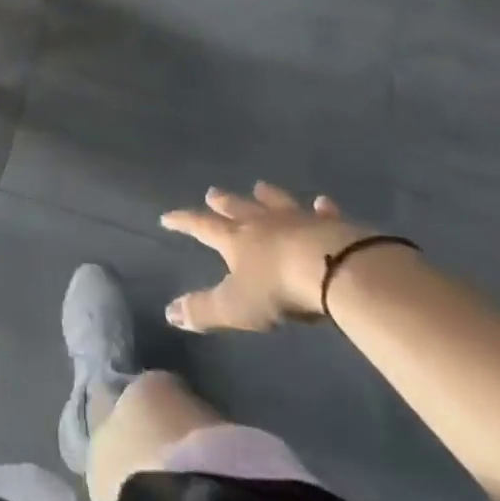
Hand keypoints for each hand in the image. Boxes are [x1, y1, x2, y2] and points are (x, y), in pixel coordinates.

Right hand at [159, 183, 371, 332]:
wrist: (333, 269)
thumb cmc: (278, 289)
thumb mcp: (235, 307)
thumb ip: (203, 310)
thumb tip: (168, 313)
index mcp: (235, 240)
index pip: (201, 226)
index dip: (183, 222)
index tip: (167, 217)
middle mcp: (261, 223)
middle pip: (237, 208)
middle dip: (222, 202)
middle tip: (212, 192)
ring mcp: (296, 220)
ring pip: (275, 202)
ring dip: (266, 196)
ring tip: (259, 187)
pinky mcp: (330, 226)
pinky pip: (323, 213)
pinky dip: (321, 208)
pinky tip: (323, 202)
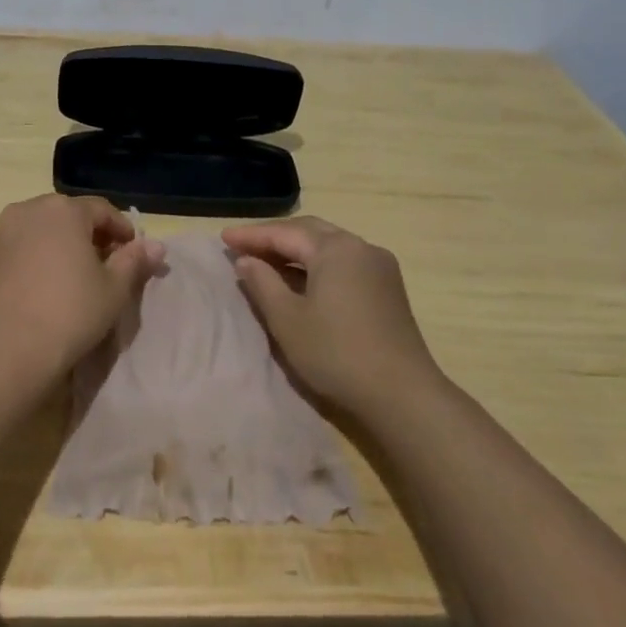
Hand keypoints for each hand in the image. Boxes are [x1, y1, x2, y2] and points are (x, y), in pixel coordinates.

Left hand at [0, 195, 164, 377]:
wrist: (8, 349)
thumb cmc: (70, 312)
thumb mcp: (114, 288)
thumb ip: (134, 260)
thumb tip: (156, 245)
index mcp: (63, 209)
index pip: (102, 209)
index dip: (122, 229)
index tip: (134, 252)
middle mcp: (29, 210)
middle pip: (70, 215)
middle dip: (91, 234)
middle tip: (108, 263)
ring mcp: (3, 232)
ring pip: (43, 229)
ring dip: (64, 244)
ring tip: (78, 275)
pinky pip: (23, 246)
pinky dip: (40, 256)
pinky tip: (49, 284)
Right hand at [222, 216, 436, 412]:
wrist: (402, 395)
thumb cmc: (336, 353)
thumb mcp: (287, 319)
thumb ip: (262, 283)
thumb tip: (246, 260)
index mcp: (335, 249)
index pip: (284, 233)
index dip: (251, 235)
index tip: (223, 238)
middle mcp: (360, 247)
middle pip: (309, 232)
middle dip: (274, 237)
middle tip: (242, 245)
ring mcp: (379, 267)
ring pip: (328, 246)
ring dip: (295, 250)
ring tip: (266, 260)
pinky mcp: (388, 288)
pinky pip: (344, 262)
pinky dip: (316, 263)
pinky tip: (300, 279)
• • • •
EXERCISE DETAILS >>
Reproduce every entry word for word, but omit the pictures.

RESULT >>
Hand keypoints for each hand in the image. Boxes are [x1, y1, x2, y2] and points are (x, y), in pixel coordinates.

Right hand at [159, 183, 371, 332]:
wrist: (333, 269)
thumb cmc: (278, 289)
thumb mcp: (235, 307)
thumb ip: (203, 310)
thumb tip: (168, 313)
index mcp: (235, 240)
index pip: (201, 226)
index dip: (183, 222)
index tip: (167, 217)
middle mcp: (261, 223)
middle pip: (237, 208)
middle dip: (222, 202)
middle tip: (212, 192)
ring mcp: (296, 220)
ring pip: (275, 202)
ring dip: (266, 196)
ring tip: (259, 187)
pinky mcp: (330, 226)
pinky pip: (323, 213)
pinky dip: (321, 208)
pinky tip: (323, 202)
Hand keypoints for each hand in the image. Boxes are [x1, y1, x2, y2] and points are (x, y), in pixel coordinates.

Left hand at [0, 195, 164, 377]:
wrist: (8, 349)
thumb cmc: (70, 312)
thumb mcp: (114, 288)
thumb ip: (134, 260)
thumb tip: (156, 245)
index mcp: (63, 209)
index pip: (102, 209)
index dip: (122, 229)
index tip: (134, 252)
middle mcp: (29, 210)
middle pip: (70, 215)
middle dip: (91, 234)
middle tip: (108, 263)
ring mcp: (3, 232)
ring pip: (43, 229)
ring dip: (64, 244)
ring tip: (78, 275)
pinky pip: (23, 246)
pinky dip: (40, 256)
pinky tip: (49, 284)
Right hand at [222, 216, 436, 412]:
wrist: (402, 395)
thumb cmc: (336, 353)
thumb mcp: (287, 319)
thumb ip: (262, 283)
thumb tip: (246, 260)
index mcp: (335, 249)
index pip: (284, 233)
index dip: (251, 235)
index tip: (223, 238)
middle mcp: (360, 247)
middle pip: (309, 232)
middle dip: (274, 237)
middle tip: (242, 245)
ring mcp: (379, 267)
ring pip: (328, 246)
ring dip: (295, 250)
ring tip: (266, 260)
pinky mcp: (388, 288)
pinky pip: (344, 262)
pinky dip: (316, 263)
pinky tip: (300, 279)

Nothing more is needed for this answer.